Collected data entries
====
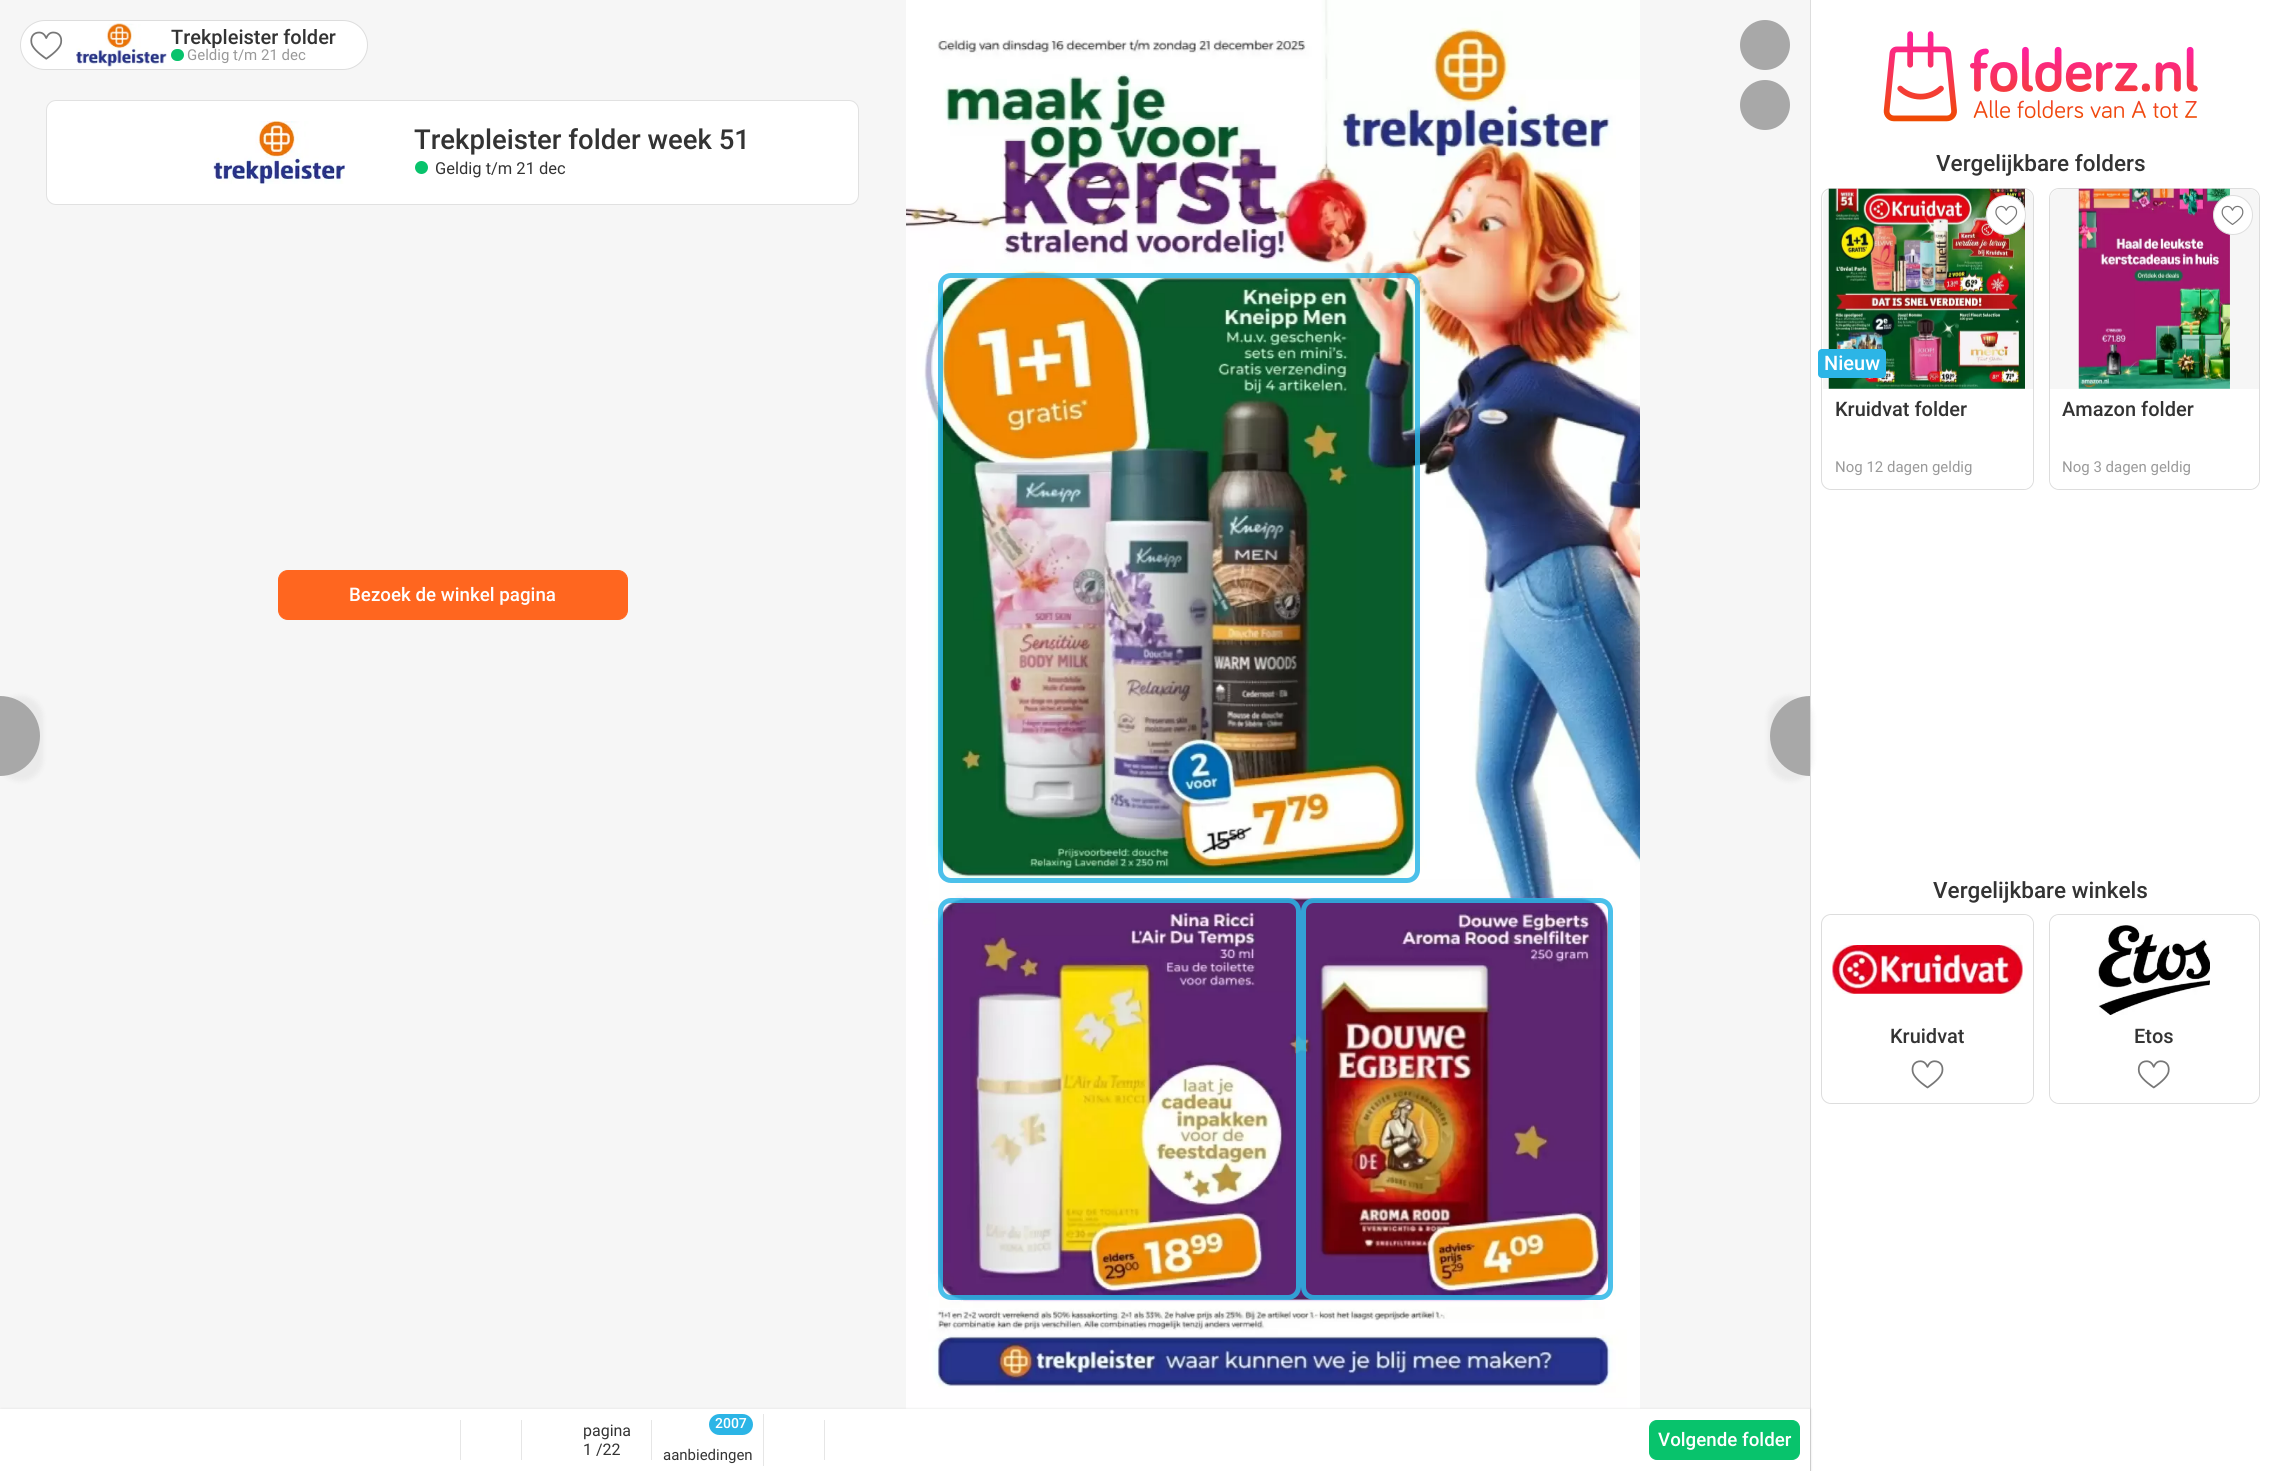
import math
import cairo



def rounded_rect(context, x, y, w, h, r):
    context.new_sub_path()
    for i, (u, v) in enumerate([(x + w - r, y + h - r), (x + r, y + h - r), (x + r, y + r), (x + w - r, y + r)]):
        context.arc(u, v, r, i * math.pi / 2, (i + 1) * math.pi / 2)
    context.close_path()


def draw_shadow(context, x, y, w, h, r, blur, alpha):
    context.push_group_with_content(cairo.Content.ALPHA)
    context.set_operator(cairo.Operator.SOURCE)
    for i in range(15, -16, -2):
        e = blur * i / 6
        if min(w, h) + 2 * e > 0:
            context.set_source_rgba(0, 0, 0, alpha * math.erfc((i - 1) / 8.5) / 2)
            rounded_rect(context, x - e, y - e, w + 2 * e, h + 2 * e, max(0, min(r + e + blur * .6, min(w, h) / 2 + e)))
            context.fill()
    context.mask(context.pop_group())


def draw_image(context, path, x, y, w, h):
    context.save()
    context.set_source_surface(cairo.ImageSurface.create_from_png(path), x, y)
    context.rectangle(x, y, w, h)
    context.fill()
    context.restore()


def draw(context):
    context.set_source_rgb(1, 1, 1)
    context.paint()
    context.set_source_rgb(246 / 255, 246 / 255, 246 / 255)
    context.rectangle(0, 0, 1810, 1409)
    context.fill()
    context.set_source_rgb(1, 1, 1)
    rounded_rect(context, 20.5, 20.5, 347, 49, 24.5)
    context.fill_preserve()
    context.set_source_rgb(221 / 255, 221 / 255, 221 / 255)
    context.set_line_width(1)
    context.stroke()
    draw_image(context, "images/1.png", 30, 31, 33, 29)
    draw_image(context, "images/2.png", 76, 23, 91, 44)
    context.set_source_rgb(8 / 255, 195 / 255, 108 / 255)
    rounded_rect(context, 171, 49, 13, 12, 6)
    context.fill()
    context.set_source_rgb(168 / 255, 168 / 255, 168 / 255)
    context.arc(1765, 45, 25, 0, 2 * math.pi)
    context.fill()
    context.arc(1765, 105, 25, 0, 2 * math.pi)
    context.fill()
    context.set_source_rgb(1, 1, 1)
    rounded_rect(context, 46, 100, 813, 105, 10)
    context.fill()
    rounded_rect(context, 46.5, 100.5, 812, 104, 9.5)
    context.set_source_rgba(0, 0, 0, 0.12)
    context.stroke()
    draw_image(context, "images/3.png", 213, 121, 132, 63)
    context.set_source_rgb(8 / 255, 195 / 255, 108 / 255)
    context.arc(421.5, 167.5, 6.5, 0, 2 * math.pi)
    context.fill()
    context.set_source_rgb(1, 102 / 255, 31 / 255)
    rounded_rect(context, 278.5, 570.5, 349, 49, 9.5)
    context.fill_preserve()
    context.stroke()
    draw_image(context, "images/4.png", 906, 0, 734, 1409)
    rounded_rect(context, 940.5, 275.5, 477, 605, 10.5)
    context.set_source_rgba(44 / 255, 181 / 255, 230 / 255, 0.85)
    context.set_line_width(5)
    context.stroke()
    rounded_rect(context, 940.5, 900.5, 358, 397, 10.5)
    context.stroke()
    rounded_rect(context, 1303.5, 900.5, 307, 397, 10.5)
    context.stroke()
    context.save()
    context.set_fill_rule(cairo.FillRule.EVEN_ODD)
    context.new_path()
    context.move_to(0, 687)
    context.line_to(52, 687)
    context.line_to(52, 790)
    context.line_to(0, 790)
    context.close_path()
    context.move_to(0, 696)
    context.curve_to(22, 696, 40, 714, 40, 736)
    context.curve_to(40, 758, 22, 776, 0, 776)
    context.close_path()
    context.clip()
    context.set_source_rgb(0, 0, 0)
    draw_shadow(context, -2, 696, 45, 85, 43, 2.5, 0.05)
    context.restore()
    context.set_source_rgba(51 / 255, 51 / 255, 51 / 255, 0.4)
    context.new_path()
    context.move_to(0, 696)
    context.curve_to(22, 696, 40, 714, 40, 736)
    context.curve_to(40, 758, 22, 776, 0, 776)
    context.close_path()
    context.fill()
    context.set_source_rgb(221 / 255, 221 / 255, 221 / 255)
    context.rectangle(1810, 0, 1, 1471)
    context.fill()
    context.save()
    context.set_fill_rule(cairo.FillRule.EVEN_ODD)
    context.new_path()
    context.move_to(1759, 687)
    context.line_to(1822, 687)
    context.line_to(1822, 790)
    context.line_to(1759, 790)
    context.close_path()
    context.move_to(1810, 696)
    context.line_to(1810, 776)
    context.curve_to(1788, 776, 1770, 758, 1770, 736)
    context.curve_to(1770, 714, 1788, 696, 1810, 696)
    context.close_path()
    context.clip()
    context.set_source_rgb(0, 0, 0)
    draw_shadow(context, 1768, 696, 45, 85, 43, 2.5, 0.05)
    context.restore()
    context.set_source_rgba(51 / 255, 51 / 255, 51 / 255, 0.4)
    context.new_path()
    context.move_to(1810, 696)
    context.line_to(1810, 776)
    context.curve_to(1788, 776, 1770, 758, 1770, 736)
    context.curve_to(1770, 714, 1788, 696, 1810, 696)
    context.close_path()
    context.fill()
    context.set_source_rgb(0, 0, 0)
    draw_shadow(context, 1, 1409, 1810, 62, 0, 1, 0.1)
    context.set_source_rgb(1, 1, 1)
    context.rectangle(0, 1409, 1810, 62)
    context.fill()
    context.set_source_rgb(230 / 255, 230 / 255, 230 / 255)
    context.rectangle(460, 1420, 1, 40)
    context.fill()
    context.rectangle(521, 1420, 1, 40)
    context.fill()
    context.rectangle(651, 1420, 1, 40)
    context.fill()
    context.rectangle(763, 1414, 1, 52)
    context.fill()
    context.set_source_rgb(44 / 255, 181 / 255, 230 / 255)
    rounded_rect(context, 709, 1414, 44, 21, 10.5)
    context.fill()
    context.set_source_rgb(230 / 255, 230 / 255, 230 / 255)
    context.rectangle(824, 1420, 1, 40)
    context.fill()
    context.set_source_rgb(8 / 255, 195 / 255, 108 / 255)
    rounded_rect(context, 1649.5, 1420.5, 150, 39, 7.5)
    context.fill_preserve()
    context.set_line_width(1)
    context.stroke()
    draw_image(context, "images/5.png", 1883, 31, 315, 91)
    rounded_rect(context, 1821.5, 188.5, 212, 301, 9.5)
    context.set_source_rgb(221 / 255, 221 / 255, 221 / 255)
    context.stroke()
    context.set_source_rgb(246 / 255, 246 / 255, 246 / 255)
    context.new_path()
    context.move_to(1833, 189)
    context.line_to(2023, 189)
    context.curve_to(2028.5, 189, 2033, 193.5, 2033, 199)
    context.line_to(2033, 389)
    context.line_to(1823, 389)
    context.line_to(1823, 199)
    context.curve_to(1823, 193.5, 1827.5, 189, 1833, 189)
    context.close_path()
    context.fill()
    draw_image(context, "images/7.png", 1828, 188, 197, 201)
    context.set_source_rgb(1, 1, 1)
    context.arc(2006, 215, 19.5, 0, 2 * math.pi)
    context.fill_preserve()
    context.set_source_rgb(221 / 255, 221 / 255, 221 / 255)
    context.stroke()
    draw_image(context, "images/6.png", 1995, 205, 23, 20)
    context.set_source_rgb(44 / 255, 181 / 255, 230 / 255)
    rounded_rect(context, 1818, 349, 68, 29, 4)
    context.fill()
    context.set_source_rgb(1, 1, 1)
    context.new_path()
    context.move_to(1823, 389)
    context.line_to(2033, 389)
    context.line_to(2033, 479)
    context.curve_to(2033, 484.5, 2028.5, 489, 2023, 489)
    context.line_to(1833, 489)
    context.curve_to(1827.5, 489, 1823, 484.5, 1823, 479)
    context.close_path()
    context.fill()
    rounded_rect(context, 2049.5, 188.5, 210, 301, 9.5)
    context.set_source_rgb(221 / 255, 221 / 255, 221 / 255)
    context.stroke()
    context.set_source_rgb(246 / 255, 246 / 255, 246 / 255)
    context.new_path()
    context.move_to(2060, 189)
    context.line_to(2249, 189)
    context.curve_to(2254.5, 189, 2259, 193.5, 2259, 199)
    context.line_to(2259, 389)
    context.line_to(2050, 389)
    context.line_to(2050, 199)
    context.curve_to(2050, 193.5, 2054.5, 189, 2060, 189)
    context.close_path()
    context.fill()
    draw_image(context, "images/8.png", 2078, 188, 152, 201)
    context.set_source_rgb(1, 1, 1)
    context.arc(2233, 215, 19.5, 0, 2 * math.pi)
    context.fill_preserve()
    context.set_source_rgb(221 / 255, 221 / 255, 221 / 255)
    context.stroke()
    draw_image(context, "images/9.png", 2221, 205, 23, 20)
    context.set_source_rgb(1, 1, 1)
    context.new_path()
    context.move_to(2050, 389)
    context.line_to(2259, 389)
    context.line_to(2259, 479)
    context.curve_to(2259, 484.5, 2254.5, 489, 2249, 489)
    context.line_to(2060, 489)
    context.curve_to(2054.5, 489, 2050, 484.5, 2050, 479)
    context.close_path()
    context.fill()
    rounded_rect(context, 1821.5, 914.5, 212, 189, 9.5)
    context.set_source_rgb(221 / 255, 221 / 255, 221 / 255)
    context.stroke()
    context.set_source_rgb(1, 1, 1)
    rounded_rect(context, 1823, 915, 210, 188, 10)
    context.fill()
    draw_image(context, "images/10.png", 1832, 945, 191, 49)
    draw_image(context, "images/11.png", 1911, 1060, 33, 29)
    rounded_rect(context, 2049.5, 914.5, 210, 189, 9.5)
    context.set_source_rgb(221 / 255, 221 / 255, 221 / 255)
    context.stroke()
    context.set_source_rgb(1, 1, 1)
    rounded_rect(context, 2050, 915, 209, 188, 10)
    context.fill()
    draw_image(context, "images/12.png", 2098, 925, 112, 90)
    draw_image(context, "images/13.png", 2137, 1060, 33, 29)
    context.select_font_face("Roboto Medium")
    context.set_font_size(20)
    context.set_source_rgb(51 / 255, 51 / 255, 51 / 255)
    context.move_to(171, 44)
    context.show_text("Trekpleister folder")
    context.select_font_face("Roboto")
    context.set_font_size(15)
    context.set_source_rgb(153 / 255, 153 / 255, 153 / 255)
    context.move_to(187, 60)
    context.show_text("Geldig t/m 21 dec")
    context.select_font_face("Roboto Medium")
    context.set_font_size(27.5)
    context.set_source_rgb(51 / 255, 51 / 255, 51 / 255)
    context.move_to(414, 149)
    context.show_text("Trekpleister folder week 51")
    context.select_font_face("Roboto")
    context.set_font_size(16.5)
    context.move_to(435, 174)
    context.show_text("Geldig t/m 21 dec")
    context.select_font_face("Roboto Medium")
    context.set_font_size(18.75)
    context.set_source_rgb(1, 1, 1)
    context.move_to(349, 601)
    context.show_text("Bezoek de winkel pagina")
    context.select_font_face("Roboto")
    context.set_font_size(16)
    context.set_source_rgb(51 / 255, 51 / 255, 51 / 255)
    context.move_to(583, 1436)
    context.show_text("pagina")
    context.move_to(583, 1455)
    context.show_text("1 /22")
    context.select_font_face("Roboto Medium")
    context.set_font_size(14)
    context.set_source_rgb(1, 1, 1)
    context.move_to(715, 1428)
    context.show_text("2007")
    context.select_font_face("Roboto")
    context.set_font_size(15)
    context.set_source_rgb(51 / 255, 51 / 255, 51 / 255)
    context.move_to(663, 1460)
    context.show_text("aanbiedingen")
    context.select_font_face("Roboto Medium")
    context.set_font_size(18.75)
    context.set_source_rgb(1, 1, 1)
    context.move_to(1658, 1446)
    context.show_text("Volgende folder")
    context.set_font_size(22.5)
    context.set_source_rgb(51 / 255, 51 / 255, 51 / 255)
    context.move_to(1936, 171)
    context.show_text("Vergelijkbare folders")
    context.set_font_size(20)
    context.set_source_rgb(1, 1, 1)
    context.move_to(1824, 370)
    context.show_text("Nieuw")
    context.set_source_rgb(51 / 255, 51 / 255, 51 / 255)
    context.move_to(1835, 416)
    context.show_text("Kruidvat folder")
    context.select_font_face("Roboto")
    context.set_font_size(15)
    context.set_source_rgb(153 / 255, 153 / 255, 153 / 255)
    context.move_to(1835, 472)
    context.show_text("Nog 12 dagen geldig")
    context.select_font_face("Roboto Medium")
    context.set_font_size(20)
    context.set_source_rgb(51 / 255, 51 / 255, 51 / 255)
    context.move_to(2062, 416)
    context.show_text("Amazon folder")
    context.select_font_face("Roboto")
    context.set_font_size(15)
    context.set_source_rgb(153 / 255, 153 / 255, 153 / 255)
    context.move_to(2062, 472)
    context.show_text("Nog 3 dagen geldig")
    context.select_font_face("Roboto Medium")
    context.set_font_size(22.5)
    context.set_source_rgb(51 / 255, 51 / 255, 51 / 255)
    context.move_to(1933, 898)
    context.show_text("Vergelijkbare winkels")
    context.set_font_size(20)
    context.move_to(1890, 1043)
    context.show_text("Kruidvat")
    context.move_to(2134, 1043)
    context.show_text("Etos")


surface = cairo.ImageSurface(cairo.Format.RGB24, 2288, 1471)
context = cairo.Context(surface)
options = cairo.FontOptions()
options.set_hint_metrics(cairo.HintMetrics.OFF)
options.set_hint_style(cairo.HintStyle.NONE)
context.set_font_options(options)
context.set_miter_limit(4)
draw(context)
surface.write_to_png("out.png")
====
■ EXERCISE PROMPT:
Copy the stretch of the records above that runs from the line with "945, 191, 49)" through the line with "rounded_rect(context, 2050, 915, 209, 188, 10)". Both end lines belong in the copy, and nothing else does.

■ EXERCISE RESULT:
    draw_image(context, "images/10.png", 1832, 945, 191, 49)
    draw_image(context, "images/11.png", 1911, 1060, 33, 29)
    rounded_rect(context, 2049.5, 914.5, 210, 189, 9.5)
    context.set_source_rgb(221 / 255, 221 / 255, 221 / 255)
    context.stroke()
    context.set_source_rgb(1, 1, 1)
    rounded_rect(context, 2050, 915, 209, 188, 10)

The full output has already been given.